_TRY IT_
A faithful copy of the entire listing is what is needed.

━━━━━━━━━━

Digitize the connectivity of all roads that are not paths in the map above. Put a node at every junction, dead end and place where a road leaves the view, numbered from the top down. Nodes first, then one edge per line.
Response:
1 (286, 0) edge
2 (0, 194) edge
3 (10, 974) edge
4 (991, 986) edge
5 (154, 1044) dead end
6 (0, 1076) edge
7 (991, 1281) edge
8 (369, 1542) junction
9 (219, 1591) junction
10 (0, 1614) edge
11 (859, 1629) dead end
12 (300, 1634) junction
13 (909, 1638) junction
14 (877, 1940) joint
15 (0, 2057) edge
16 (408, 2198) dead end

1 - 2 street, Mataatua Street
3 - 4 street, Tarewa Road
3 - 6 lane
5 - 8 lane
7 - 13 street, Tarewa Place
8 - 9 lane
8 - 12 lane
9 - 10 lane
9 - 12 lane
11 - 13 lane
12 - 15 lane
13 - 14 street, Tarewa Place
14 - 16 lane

━━━━━━━━━━

_RESULT BELOW_
Digitize the connectivity of all roads that are not paths in the map above. Put a node at every junction, dead end and place where a road leaves the view, numbered from the top down. Nodes first, then one edge per line.
Response:
1 (286, 0) edge
2 (0, 194) edge
3 (10, 974) edge
4 (991, 986) edge
5 (154, 1044) dead end
6 (0, 1076) edge
7 (991, 1281) edge
8 (369, 1542) junction
9 (219, 1591) junction
10 (0, 1614) edge
11 (859, 1629) dead end
12 (300, 1634) junction
13 (909, 1638) junction
14 (877, 1940) joint
15 (0, 2057) edge
16 (408, 2198) dead end

1 - 2 street, Mataatua Street
3 - 4 street, Tarewa Road
3 - 6 lane
5 - 8 lane
7 - 13 street, Tarewa Place
8 - 9 lane
8 - 12 lane
9 - 10 lane
9 - 12 lane
11 - 13 lane
12 - 15 lane
13 - 14 street, Tarewa Place
14 - 16 lane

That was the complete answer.